Ambas entidades são contra a decisão que institui as Diretrizes Curriculares para o curso de graduação em Administração Pública
O presidente da Associação Nacional dos Cursos de Graduação em Administração (ANGRAD), Profº Adm. Mauro Kreuz, e o presidente do Conselho Federal de Administração (CFA), Adm.

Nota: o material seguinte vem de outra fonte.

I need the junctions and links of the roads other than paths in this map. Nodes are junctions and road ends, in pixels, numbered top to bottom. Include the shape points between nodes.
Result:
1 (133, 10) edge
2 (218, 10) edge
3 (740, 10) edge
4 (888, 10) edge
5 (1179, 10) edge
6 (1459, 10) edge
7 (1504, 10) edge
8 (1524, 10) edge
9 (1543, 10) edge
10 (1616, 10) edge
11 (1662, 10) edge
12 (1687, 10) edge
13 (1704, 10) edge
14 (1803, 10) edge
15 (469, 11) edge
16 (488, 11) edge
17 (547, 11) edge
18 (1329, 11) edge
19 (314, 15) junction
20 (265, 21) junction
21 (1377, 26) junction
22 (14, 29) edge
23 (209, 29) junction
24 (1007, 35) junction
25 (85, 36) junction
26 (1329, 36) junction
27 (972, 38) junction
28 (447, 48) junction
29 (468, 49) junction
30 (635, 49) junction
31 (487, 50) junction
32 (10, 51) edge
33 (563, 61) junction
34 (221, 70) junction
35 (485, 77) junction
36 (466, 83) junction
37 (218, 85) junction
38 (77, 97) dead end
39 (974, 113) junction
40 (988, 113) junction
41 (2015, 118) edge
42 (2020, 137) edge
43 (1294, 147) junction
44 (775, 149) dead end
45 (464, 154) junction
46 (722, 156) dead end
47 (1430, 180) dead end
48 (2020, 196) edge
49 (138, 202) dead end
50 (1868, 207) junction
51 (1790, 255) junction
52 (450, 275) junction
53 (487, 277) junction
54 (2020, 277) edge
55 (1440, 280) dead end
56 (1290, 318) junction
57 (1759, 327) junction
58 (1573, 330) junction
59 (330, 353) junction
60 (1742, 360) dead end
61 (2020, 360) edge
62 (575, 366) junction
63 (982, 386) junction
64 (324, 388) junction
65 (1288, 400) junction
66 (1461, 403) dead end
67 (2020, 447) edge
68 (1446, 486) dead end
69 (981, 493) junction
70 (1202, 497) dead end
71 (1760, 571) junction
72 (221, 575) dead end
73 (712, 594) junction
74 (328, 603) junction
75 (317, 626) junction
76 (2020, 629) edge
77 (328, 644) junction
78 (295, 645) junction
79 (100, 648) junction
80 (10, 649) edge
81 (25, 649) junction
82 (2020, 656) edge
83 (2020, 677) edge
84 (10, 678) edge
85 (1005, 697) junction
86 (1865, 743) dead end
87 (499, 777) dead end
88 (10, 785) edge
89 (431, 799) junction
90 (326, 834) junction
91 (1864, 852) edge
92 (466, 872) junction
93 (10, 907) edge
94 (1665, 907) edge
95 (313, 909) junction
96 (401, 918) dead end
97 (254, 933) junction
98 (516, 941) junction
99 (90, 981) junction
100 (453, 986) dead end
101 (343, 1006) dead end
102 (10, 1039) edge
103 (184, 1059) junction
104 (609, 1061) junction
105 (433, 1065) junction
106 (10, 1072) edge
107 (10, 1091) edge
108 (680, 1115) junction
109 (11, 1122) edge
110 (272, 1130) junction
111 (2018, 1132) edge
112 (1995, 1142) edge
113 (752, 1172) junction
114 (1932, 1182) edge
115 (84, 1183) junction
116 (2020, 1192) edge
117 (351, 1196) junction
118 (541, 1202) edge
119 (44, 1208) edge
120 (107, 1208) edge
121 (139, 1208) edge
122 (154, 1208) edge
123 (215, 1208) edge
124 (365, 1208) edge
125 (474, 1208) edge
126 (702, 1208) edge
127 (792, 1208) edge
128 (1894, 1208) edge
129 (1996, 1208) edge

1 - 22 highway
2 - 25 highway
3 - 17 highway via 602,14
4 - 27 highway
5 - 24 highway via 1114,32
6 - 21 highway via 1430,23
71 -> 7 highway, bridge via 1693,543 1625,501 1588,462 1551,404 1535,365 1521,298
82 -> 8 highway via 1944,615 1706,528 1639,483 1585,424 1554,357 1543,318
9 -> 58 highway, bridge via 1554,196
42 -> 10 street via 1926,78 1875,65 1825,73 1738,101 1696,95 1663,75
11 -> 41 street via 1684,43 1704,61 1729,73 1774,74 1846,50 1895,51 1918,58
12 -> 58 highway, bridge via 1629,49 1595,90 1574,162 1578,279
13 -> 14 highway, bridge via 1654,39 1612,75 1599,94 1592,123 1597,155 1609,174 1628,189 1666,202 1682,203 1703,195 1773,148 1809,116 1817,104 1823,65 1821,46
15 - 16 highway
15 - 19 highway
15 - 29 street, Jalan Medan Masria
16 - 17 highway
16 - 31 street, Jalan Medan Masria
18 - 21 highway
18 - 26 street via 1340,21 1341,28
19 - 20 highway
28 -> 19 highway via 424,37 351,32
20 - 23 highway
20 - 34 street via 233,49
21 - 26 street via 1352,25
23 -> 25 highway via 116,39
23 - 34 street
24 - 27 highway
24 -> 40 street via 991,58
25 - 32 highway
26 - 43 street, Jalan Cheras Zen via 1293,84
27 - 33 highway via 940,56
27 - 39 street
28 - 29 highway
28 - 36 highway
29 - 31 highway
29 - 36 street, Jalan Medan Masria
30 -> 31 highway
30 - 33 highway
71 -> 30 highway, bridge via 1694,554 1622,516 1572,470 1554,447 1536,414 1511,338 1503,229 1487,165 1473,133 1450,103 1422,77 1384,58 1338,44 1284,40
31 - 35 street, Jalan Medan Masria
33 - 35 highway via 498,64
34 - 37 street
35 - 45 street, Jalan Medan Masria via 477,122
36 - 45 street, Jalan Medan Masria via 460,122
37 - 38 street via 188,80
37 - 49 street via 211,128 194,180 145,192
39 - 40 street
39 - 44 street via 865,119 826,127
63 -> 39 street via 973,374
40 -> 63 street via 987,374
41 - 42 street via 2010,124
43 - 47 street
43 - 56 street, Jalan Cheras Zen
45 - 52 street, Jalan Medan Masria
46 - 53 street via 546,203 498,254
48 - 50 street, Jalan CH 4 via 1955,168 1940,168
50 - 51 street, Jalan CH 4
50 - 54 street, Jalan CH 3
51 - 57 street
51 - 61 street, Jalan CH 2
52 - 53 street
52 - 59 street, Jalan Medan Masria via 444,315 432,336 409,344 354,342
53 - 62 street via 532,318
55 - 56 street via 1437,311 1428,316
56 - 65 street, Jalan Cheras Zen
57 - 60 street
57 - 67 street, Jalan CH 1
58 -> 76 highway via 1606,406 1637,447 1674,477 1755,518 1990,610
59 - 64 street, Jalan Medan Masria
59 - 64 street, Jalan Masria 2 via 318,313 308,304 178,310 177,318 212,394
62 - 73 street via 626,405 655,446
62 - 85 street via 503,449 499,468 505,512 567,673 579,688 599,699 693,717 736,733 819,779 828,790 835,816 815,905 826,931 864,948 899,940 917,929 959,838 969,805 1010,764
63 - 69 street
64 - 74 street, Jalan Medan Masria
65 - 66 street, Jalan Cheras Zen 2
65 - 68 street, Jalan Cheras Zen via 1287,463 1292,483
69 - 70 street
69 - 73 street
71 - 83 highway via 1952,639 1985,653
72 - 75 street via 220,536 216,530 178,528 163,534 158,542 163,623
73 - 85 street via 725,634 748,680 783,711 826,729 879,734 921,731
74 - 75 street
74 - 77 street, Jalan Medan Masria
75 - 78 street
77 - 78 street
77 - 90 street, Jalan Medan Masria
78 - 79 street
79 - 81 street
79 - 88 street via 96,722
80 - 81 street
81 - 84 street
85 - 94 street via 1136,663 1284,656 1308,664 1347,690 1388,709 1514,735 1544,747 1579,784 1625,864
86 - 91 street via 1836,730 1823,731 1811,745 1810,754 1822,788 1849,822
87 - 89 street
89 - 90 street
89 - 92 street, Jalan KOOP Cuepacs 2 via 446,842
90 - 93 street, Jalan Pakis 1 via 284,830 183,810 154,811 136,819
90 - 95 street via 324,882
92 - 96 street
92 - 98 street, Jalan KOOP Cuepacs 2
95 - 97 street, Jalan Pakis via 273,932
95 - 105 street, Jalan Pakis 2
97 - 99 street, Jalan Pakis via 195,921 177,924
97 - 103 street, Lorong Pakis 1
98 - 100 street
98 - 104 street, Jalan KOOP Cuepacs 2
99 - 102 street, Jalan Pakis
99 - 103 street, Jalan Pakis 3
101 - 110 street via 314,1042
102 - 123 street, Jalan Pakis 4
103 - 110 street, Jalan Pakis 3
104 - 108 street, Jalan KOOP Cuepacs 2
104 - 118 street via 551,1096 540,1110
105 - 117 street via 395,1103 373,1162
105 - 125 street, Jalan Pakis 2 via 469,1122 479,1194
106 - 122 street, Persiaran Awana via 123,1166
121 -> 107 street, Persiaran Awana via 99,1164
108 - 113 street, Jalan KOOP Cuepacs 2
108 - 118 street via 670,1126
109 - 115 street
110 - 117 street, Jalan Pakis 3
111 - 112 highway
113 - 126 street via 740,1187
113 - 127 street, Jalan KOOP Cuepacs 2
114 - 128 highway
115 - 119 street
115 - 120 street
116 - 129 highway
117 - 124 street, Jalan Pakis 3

Sebastião Luiz de Mello, protocolaram hoje, 29 de novembro, no Conselho Nacional de Educação (CNE), recurso contra a decisão da Câmara de Educação Superior (CES), que aprovou em dezembro do ano passado o Parecer CNE/CES nº 266/2010, que institui as Diretrizes Curriculares para o curso de graduação em Administração Pública (DCNs).
A decisão recorrida foi publicada no Diário Oficial da União edição do dia 14/11/2011, Seção 1, nº 218. Segundo Sebastião Mello, o ato de instituir novas DCNs para cursos que formam Administradores, poderá ter graves consequências para o exercício da profissão de Administrador em todo o país. “Essa medida abre possibilidade concreta de divisão da profissão, criando uma outra categoria profissional no caso a de Administrador Público, interferindo, dessa forma, nos direitos e prerrogativas do Administrador”, explica o presidente do CFA.
Para o presidente da ANGRAD, é desnecessário a aprovação das Diretrizes Curriculares para o curso de Administração Pública. “Embora o Parecer 266/2010 demonstre as distinções entre Administração Pública e Administração de Empresas, na verdade, mediante uma simples comparação entre a estrutura das Diretrizes Curriculares dos dois cursos, verifica-se completa semelhança entre os mesmos, principalmente quando se compara os perfis desejados dos formandos, ou seja, a organização curricular e os conteúdos de formação básica, não se justificando, pois, a instituição de Diretrizes Curriculares para o Curso de Administração Pública”, ressaltou Mauro Kreuz.
Outro ponto destacado pelo presidente do CFA é que já existe no Brasil uma Resolução (CNE/CES nº 4/2005) que instituiu o curso de bacharelado em Administração e o Despacho da Secretaria de Educação Superior, publicado no DOU Edição nº 93, seção 1 - Página 18 do dia 17/05/2006, exingue qualquer outra denominação em diplomas expedidos por Instituições de Educação Superior além de “Bacharel em Administração” ou “Bacharel em Administração Pública”.
“Por essa razão, não consideramos cabível a comparação constante no parecer 266/2010, pois ele leva a impressão de que o curso de Administração possui formação exclusiva para atuação na área empresarial”, disse, lembrando que as Diretrizes Curriculares aprovadas pela Resolução CNE/CES nº 4/2005, estabelece que as Instituições de Educação Superior podem, livremente, promover a composição curricular direcionando o curso de Administração para o segmento que venha melhor atender às necessidades de mercado regional ou aos anseios da sociedade local ou nacional, obedecidas, por óbvio, as regras impostas pela citada Resolução.
Ao final, o presidente da ANGRAD, Profº Adm. Mauro Kreuz , manifestou sua preocupação de que, com base neste parecer "Exista a possibilidade concreta da fragmentação do ensino superior em Administração e da Ciência da Administração em várias especialidades, assim como, a divisão da profissão, criando outra categoria profissional, no caso a de administrador público, interferindo dessa forma nos direitos e prerrogativas do Administrador."
Histórico – O CFA e a ANGRAD acompanham o trâmite do Parecer que institui as Diretrizes Curriculares para o curso de Administração Pública desde 2007. Em abril do ano passado, ambas participaram da segunda audiência pública nacional sobre Diretrizes Curriculares para Curso de Graduação em Administração Pública e Políticas Públicas.
Na oportunidade, o CFA, a ANGRAD protocolaram junto ao CNE uma manifestação contra o Parecer. “Ratificamos nosso posicionamento quanto a formação do Administrador Público estar plenamente contemplada na regulação vigente, sendo portando desnecessário seu tratamento de modo específico, o que encontra amparo na própria Lei 4.769/1965”, reforça Sebastião Mello.